One of the greater challenges when things get tight is to keep living in the moment. Otherwise life becomes a series of future dates: due dates for bills, rent/mortgage, and when you expect paychecks. When we fall into this trap each day becomes living for those days in a frantic attempt to meet obligations.

We need to pay $X on the 15th, then $X on the 22nd. What can we do today to make that happen?

We’ve all probably said something like this; we’re surviving, but not really living.

I’ve made this mistake many times, teetering between feeling like I couldn’t justify taking a break with those dates looming and then overindulging in escape on the weekends.

That focus turns us into the horse being led by a stick, unaware of the peripheral view while we chase the carrot of some deadline.

This leads to other sorts of destructive behavior, from time wasting activities to badmouthing your competition and embarrassing yourself, whether you see it at the time or not. Even if you think you are better at something than others, it looks insecure to keep pointing it out. Just be better.

While that point finally sinks in for me, I recognize the duality of so many situations before it.

A few times in the last several years I’d connect with peers and hope to collaborate, just to be frustrated at the apparent lack of interest in the other end. It was easy to blame them, to wonder what the hell their problem was, at the time. But it’s clearer now that a lot of that probably had to do with what I was putting out there.
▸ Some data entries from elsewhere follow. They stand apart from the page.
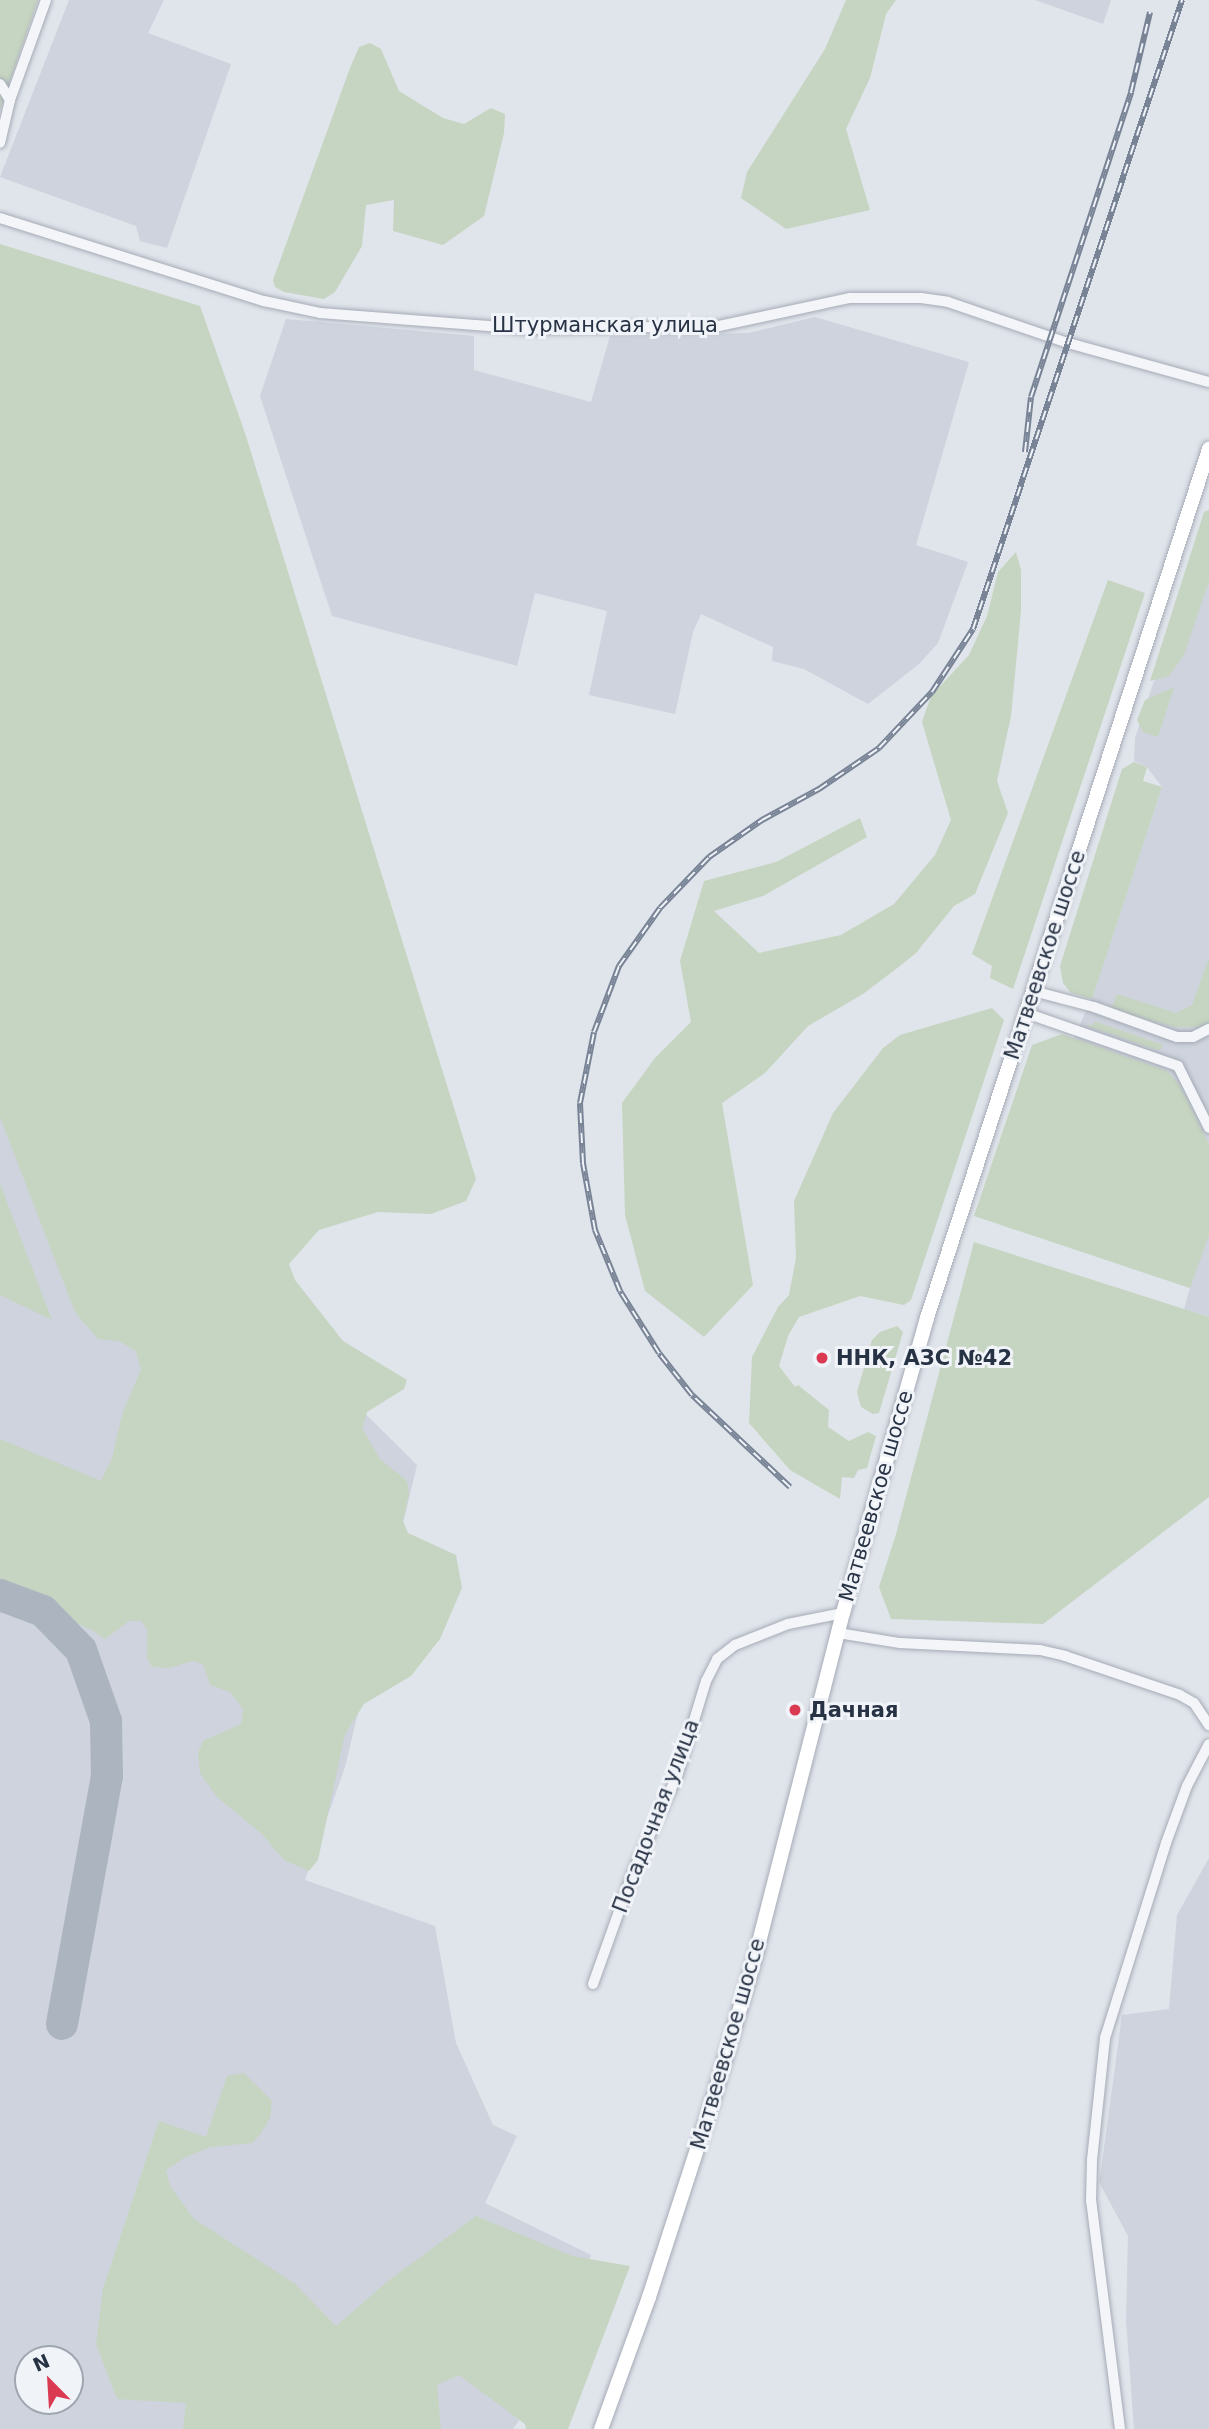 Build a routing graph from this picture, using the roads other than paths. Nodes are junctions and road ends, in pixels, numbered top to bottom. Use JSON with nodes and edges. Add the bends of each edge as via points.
{"nodes":[{"id":1,"x":46,"y":0,"type":"edge"},
{"id":2,"x":0,"y":84,"type":"edge"},
{"id":3,"x":10,"y":100,"type":"junction"},
{"id":4,"x":0,"y":143,"type":"edge"},
{"id":5,"x":0,"y":218,"type":"edge"},
{"id":6,"x":1209,"y":382,"type":"edge"},
{"id":7,"x":1209,"y":449,"type":"edge"},
{"id":8,"x":1033,"y":991,"type":"junction"},
{"id":9,"x":1026,"y":1013,"type":"junction"},
{"id":10,"x":1209,"y":1029,"type":"edge"},
{"id":11,"x":1209,"y":1128,"type":"edge"},
{"id":12,"x":843,"y":1613,"type":"junction"},
{"id":13,"x":838,"y":1633,"type":"junction"},
{"id":14,"x":1209,"y":1725,"type":"edge"},
{"id":15,"x":1209,"y":1744,"type":"edge"},
{"id":16,"x":593,"y":1984,"type":"dead end"},
{"id":17,"x":601,"y":2429,"type":"edge"},
{"id":18,"x":1121,"y":2429,"type":"edge"}],
"edges":[{"from":1,"to":3,"type":"street"},
{"from":2,"to":3,"type":"street"},
{"from":3,"to":4,"type":"street"},
{"from":5,"to":6,"type":"street","name":"Штурманская улица","via":[[264,301],[320,313],[530,329],[706,326],[850,298],[921,298],[948,302],[1068,343]]},
{"from":7,"to":8,"type":"main road","name":"Матвеевское шоссе"},
{"from":8,"to":9,"type":"main road","name":"Матвеевское шоссе"},
{"from":8,"to":10,"type":"street","via":[[1177,1037],[1193,1037]]},
{"from":9,"to":11,"type":"street","via":[[1178,1066]]},
{"from":9,"to":12,"type":"main road","name":"Матвеевское шоссе","via":[[927,1318]]},
{"from":12,"to":13,"type":"main road","name":"Матвеевское шоссе"},
{"from":12,"to":16,"type":"street","name":"Посадочная улица","via":[[788,1624],[735,1644],[717,1659],[677,1776],[635,1867]]},
{"from":13,"to":14,"type":"street","via":[[900,1643],[1041,1650],[1180,1695],[1194,1703]]},
{"from":13,"to":17,"type":"main road","name":"Матвеевское шоссе","via":[[756,1954],[712,2103]]},
{"from":15,"to":18,"type":"street","via":[[1166,1843],[1118,1987],[1103,2049],[1091,2201]]}]}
We can feel like we want to collaborate. But if our behavior suggests that we see everyone as competition, that we only sacrifice as reciprocation for having been helped, it’s no surprise that some keep their distance.

In the last six months especially I’ve seen where leading with generosity goes a lot further. Our relationships with others as are much an investment as the time and care we put into our own lives. It’s tough when we each have our own problems, our own looming deadlines and due dates. But we have to resist the urge to self-center and shut off to the periphery.

Otherwise it seems like there’s only empty success or lonely failure. Jobs and clients come and go. Well-built relationships and partnerships endure. We indeed reap what we sow, and that can be the most enriching thing to come from struggle.